Hacker News new | ask | show | jobs
by Svekax 3336 days ago
You buy a box of old documents on Ebay. It contains an original manuscript of The Fellowship of the Ring with J. R. R. Tolkien's edits and notes in the margins. Tolkien's estate demands the copy back so they can burn it. You should mail it to them because they own it, right? It's just a book, right?

No, you shouldn't. They owners shouldn't be able to destroy it for the same reason we have laws protecting monuments and historical sites. When something has historical or cultural value, the public has a right to preserve it even against the wishes of the owner.

2 comments

>>They owners shouldn't be able to destroy it for the same reason we have laws protecting monuments and historical sites.

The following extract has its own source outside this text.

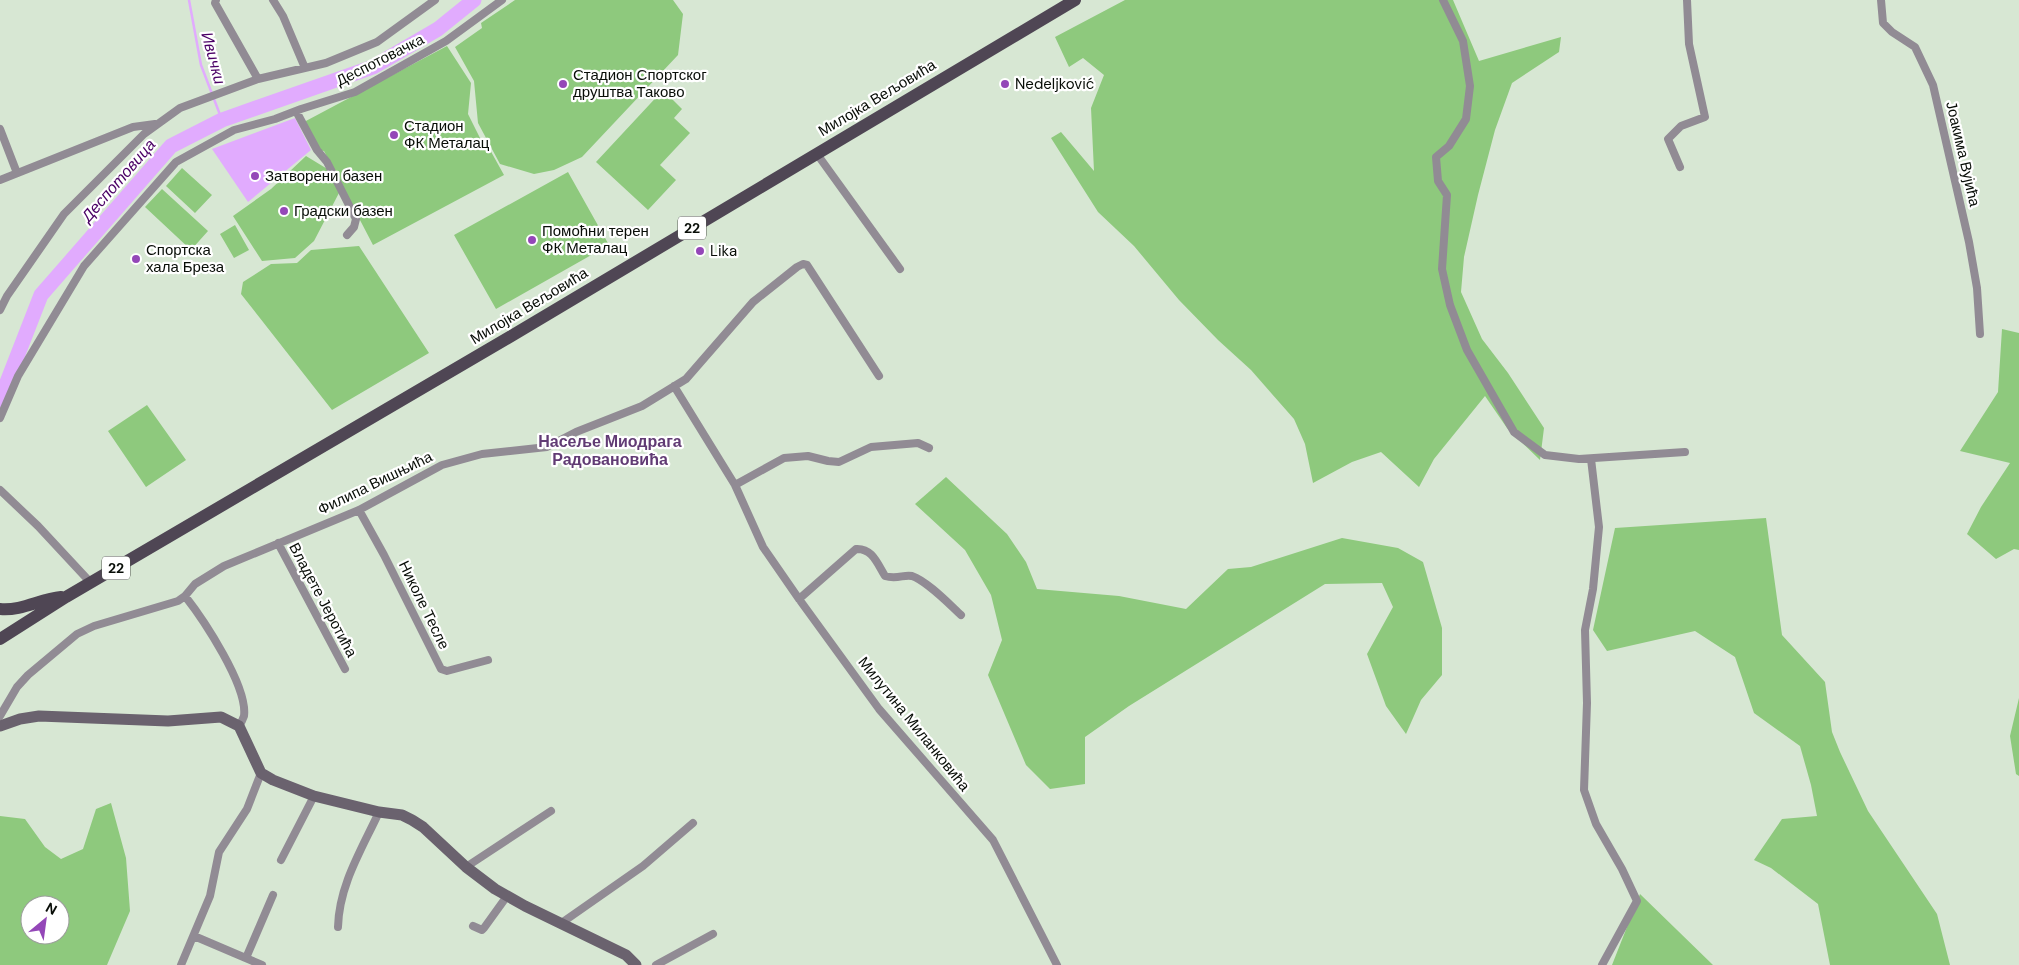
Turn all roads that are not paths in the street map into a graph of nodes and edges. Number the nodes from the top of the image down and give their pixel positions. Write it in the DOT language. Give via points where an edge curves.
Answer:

Monuments and historical sites require Acts of Congress or Executive Orders to establish. If you care so much about this game's source code, maybe you should write to your congress critter.

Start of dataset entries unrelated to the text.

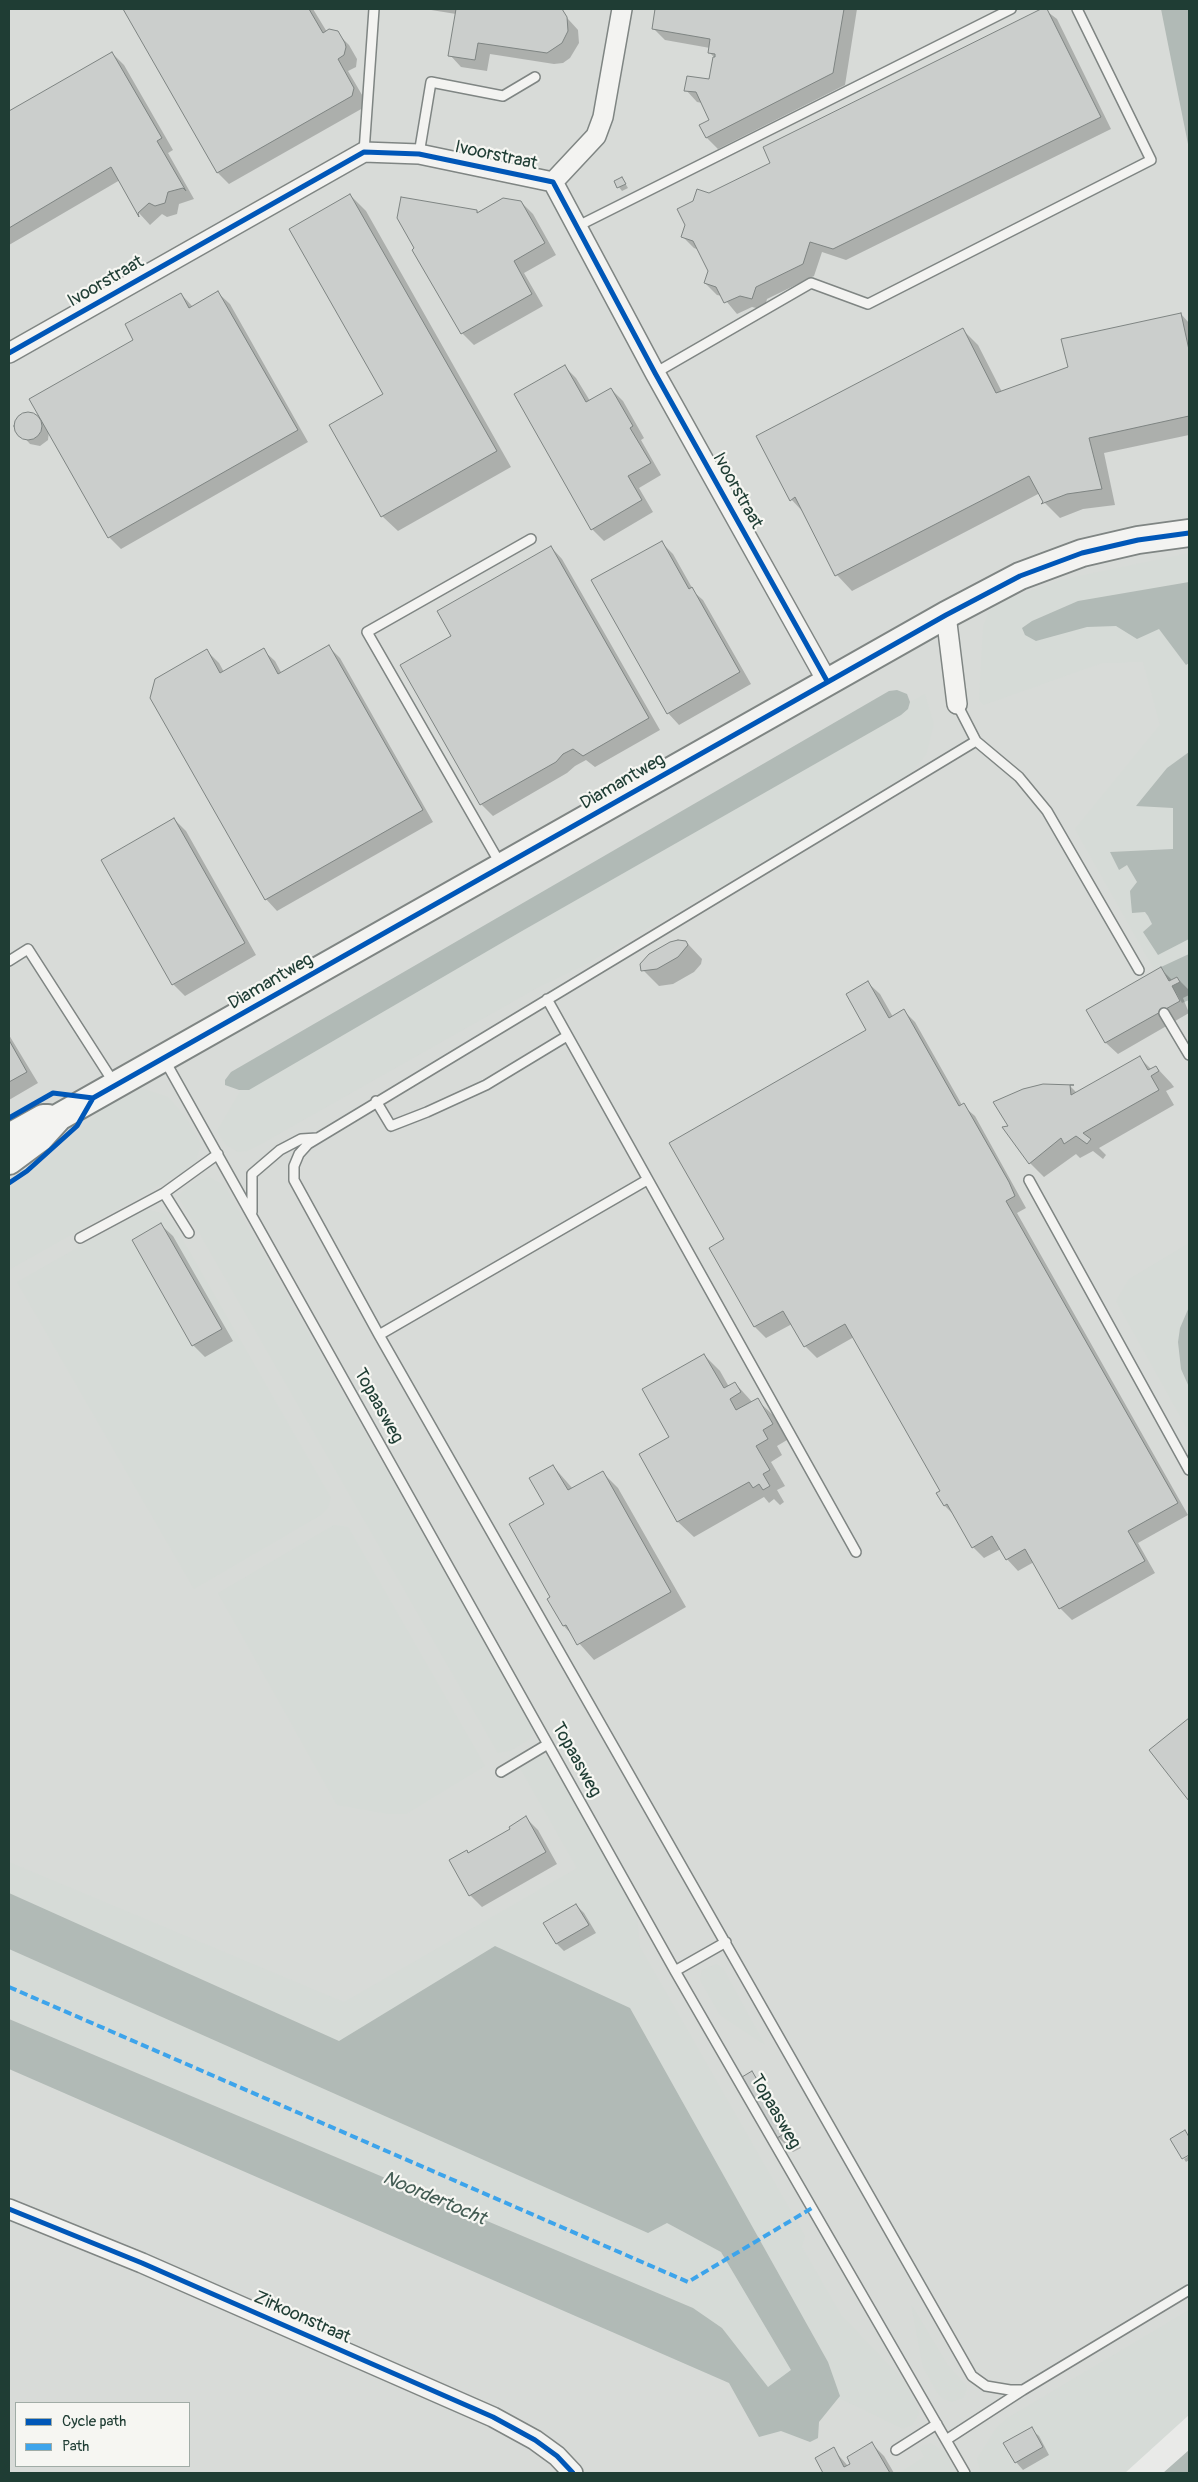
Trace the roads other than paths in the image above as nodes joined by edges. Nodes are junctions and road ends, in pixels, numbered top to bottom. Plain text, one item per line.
1 (374, 9) edge
2 (622, 9) edge
3 (1011, 9) edge
4 (1077, 9) edge
5 (535, 77) dead end
6 (364, 152) junction
7 (419, 154) junction
8 (553, 182) junction
9 (576, 228) junction
10 (9, 353) edge
11 (655, 373) junction
12 (1188, 532) edge
13 (531, 539) dead end
14 (946, 615) junction
15 (827, 681) junction
16 (957, 704) joint
17 (976, 741) junction
18 (502, 866) junction
19 (9, 961) edge
20 (1139, 970) dead end
21 (547, 999) junction
22 (1164, 1013) dead end
23 (567, 1036) junction
24 (1189, 1055) edge
25 (164, 1058) junction
26 (115, 1086) junction
27 (376, 1101) junction
28 (59, 1117) junction
29 (9, 1137) edge
30 (317, 1138) junction
31 (218, 1154) junction
32 (9, 1160) edge
33 (647, 1180) junction
34 (1029, 1180) dead end
35 (164, 1193) junction
36 (252, 1216) junction
37 (189, 1234) dead end
38 (80, 1238) dead end
39 (379, 1334) junction
40 (1189, 1470) edge
41 (856, 1552) dead end
42 (548, 1744) junction
43 (502, 1772) dead end
44 (726, 1942) junction
45 (675, 1971) junction
46 (9, 2208) edge
47 (1189, 2290) edge
48 (1023, 2390) junction
49 (937, 2424) junction
50 (946, 2440) junction
51 (896, 2450) dead end
52 (573, 2473) edge
53 (965, 2473) edge

1 - 6 lane
2 - 8 street, Ivoorstraat
3 - 9 lane
4 - 11 lane
5 - 7 lane
6 - 7 street, Ivoorstraat
6 - 10 street, Ivoorstraat
7 - 8 street, Ivoorstraat
8 - 9 street, Ivoorstraat
9 - 11 street, Ivoorstraat
11 - 15 street, Ivoorstraat
12 - 14 street, Diamantweg
13 - 18 lane
14 - 15 street, Diamantweg
14 - 16 street
15 - 18 street, Diamantweg
16 - 17 lane
17 - 20 lane
17 - 21 lane
18 - 25 street, Diamantweg
19 - 26 lane
21 - 23 lane
21 - 27 lane
22 - 24 lane
23 - 27 lane
23 - 33 lane
25 - 26 street, Diamantweg
25 - 31 lane, Topaasweg
26 - 28 street, Diamantweg
27 - 30 lane
28 - 29 street, Diamantweg
28 - 32 street, Diamantweg
30 - 36 lane
30 - 39 lane
31 - 35 lane
31 - 36 lane, Topaasweg
33 - 39 lane
33 - 41 lane
34 - 40 lane
35 - 37 lane
35 - 38 lane
36 - 42 lane, Topaasweg
39 - 44 lane
42 - 43 lane
42 - 45 lane, Topaasweg
44 - 45 lane
44 - 48 lane
45 - 49 lane, Topaasweg
46 - 52 street, Zirkoonstraat
47 - 48 lane
48 - 50 lane
49 - 50 lane, Topaasweg
49 - 51 lane
50 - 53 lane, Topaasweg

No new laws needed. The Library of Congress just needs to take software and video games more seriously.
please stop dragging US politics into much broader topics.
Do they own it? If so, yes. Give it back. What they do with it is on them. Crucify them, not the person doing the right thing.

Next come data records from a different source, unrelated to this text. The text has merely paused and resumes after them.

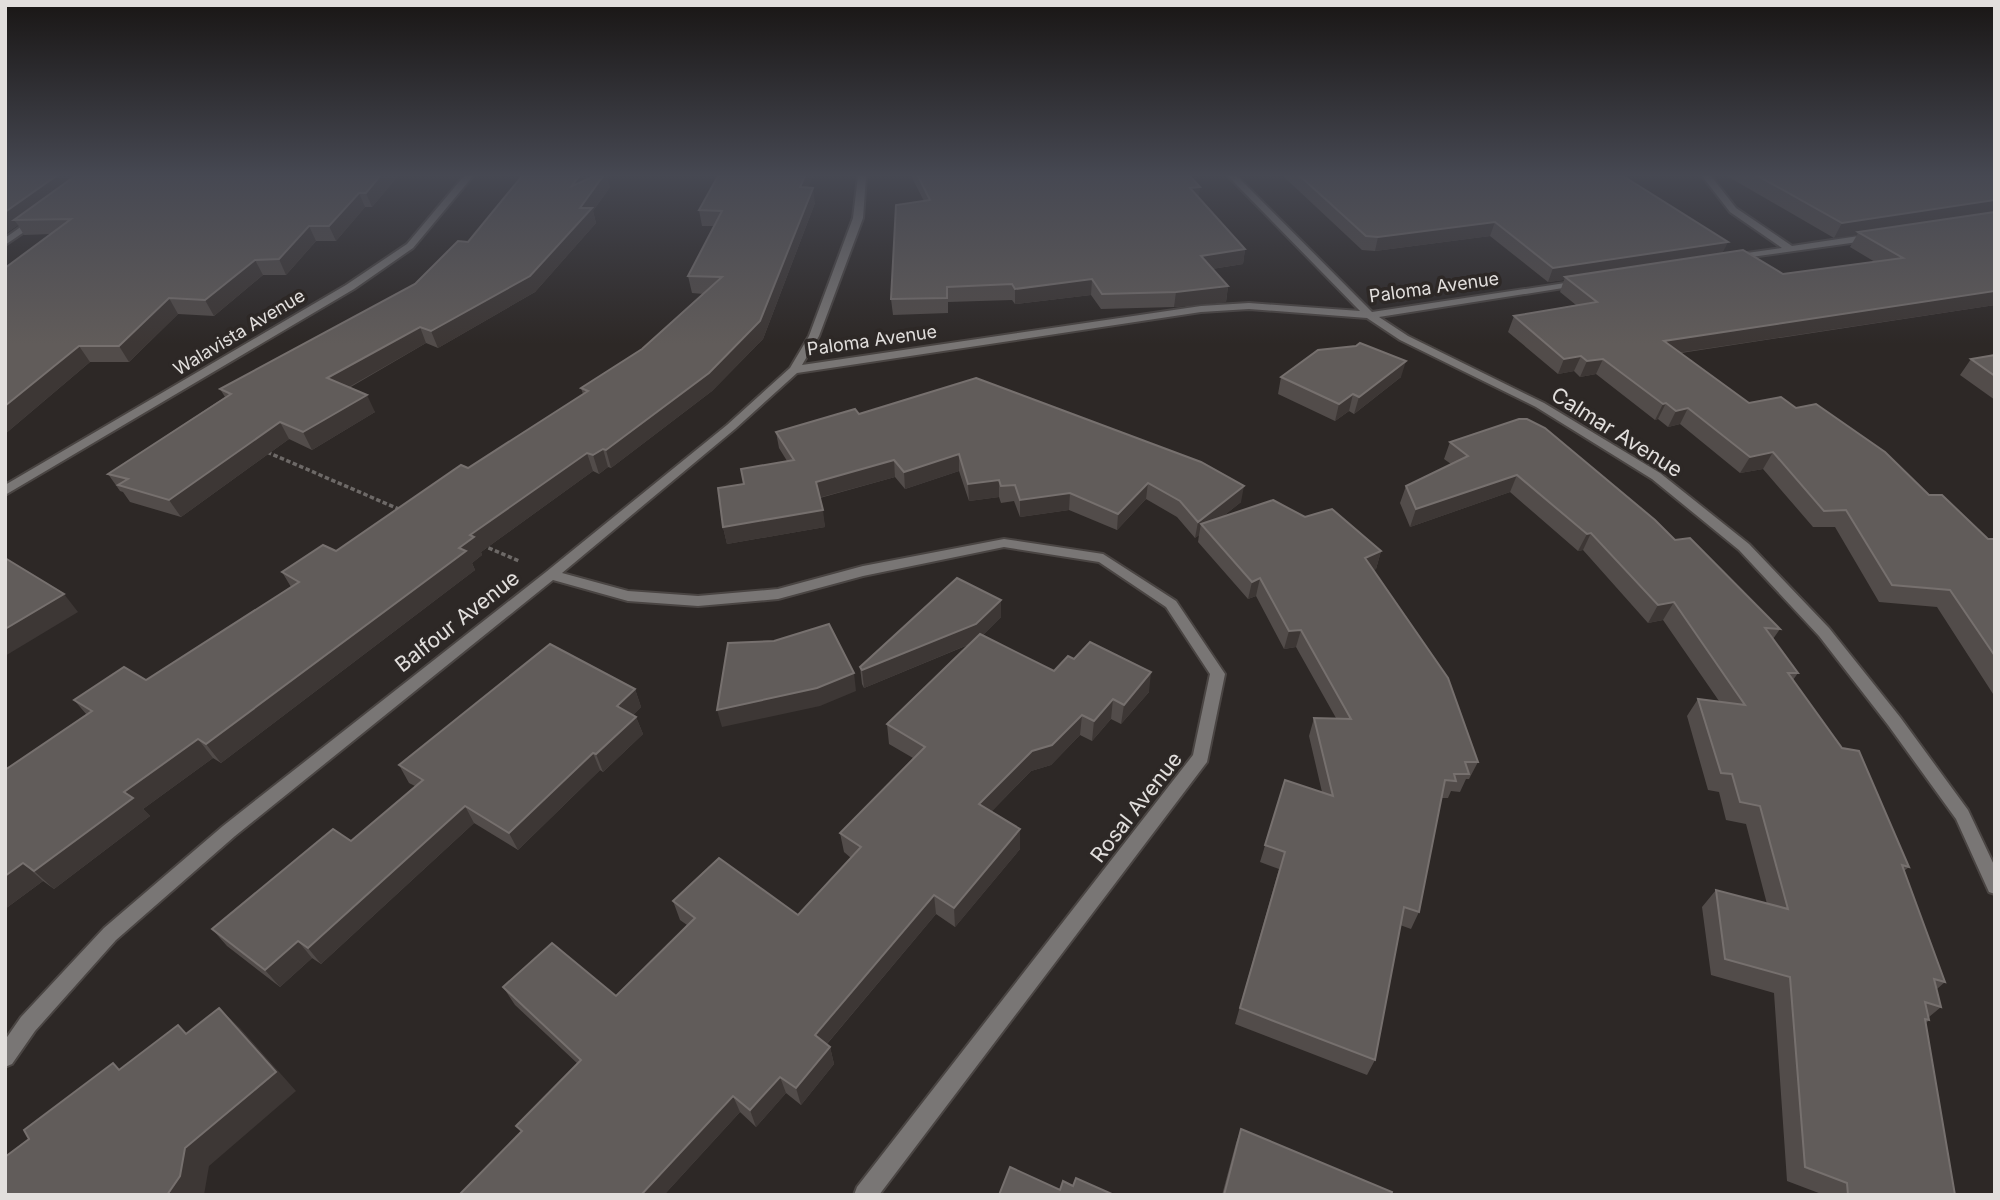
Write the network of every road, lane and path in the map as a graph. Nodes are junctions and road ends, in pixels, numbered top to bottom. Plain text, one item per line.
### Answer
1 (422, 232) edge
2 (853, 232) edge
3 (1288, 232) edge
4 (1765, 232) edge
5 (1881, 236) edge
6 (1790, 249) junction
7 (1715, 261) edge
8 (1590, 280) edge
9 (1370, 315) junction
10 (794, 370) junction
11 (257, 447) edge
12 (5, 491) edge
13 (410, 514) edge
14 (474, 542) edge
15 (551, 575) junction
16 (1995, 886) edge
17 (5, 1057) edge
18 (864, 1195) edge

1 - 12 street, Walavista Avenue
2 - 10 street, Balfour Avenue
3 - 9 street, Calmar Avenue
4 - 6 street
5 - 6 street
6 - 7 street
8 - 9 street, Paloma Avenue
9 - 10 street, Paloma Avenue
9 - 16 street, Calmar Avenue
10 - 15 street, Balfour Avenue
11 - 13 path
14 - 15 path
15 - 17 street, Balfour Avenue
15 - 18 street, Rosal Avenue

If you don't like Blizzard's stance, deal with them, not criticize someone for not achieving the end you prefer.

> Do they own it? If so, yes. Give it back.

The boundaries of legal ownership and those of what some consider morally acceptable might be different, so I don't think it's so black and white.

On the other hand, I agree that people shouldn't be criticizing someone for not doing something illegal, especially because they are the one who would have to face the consequences of taking illegal action.

Lol but watch everyone flip their shit when Apple tells people that they can't modify their software or hardware because "Apple owns it".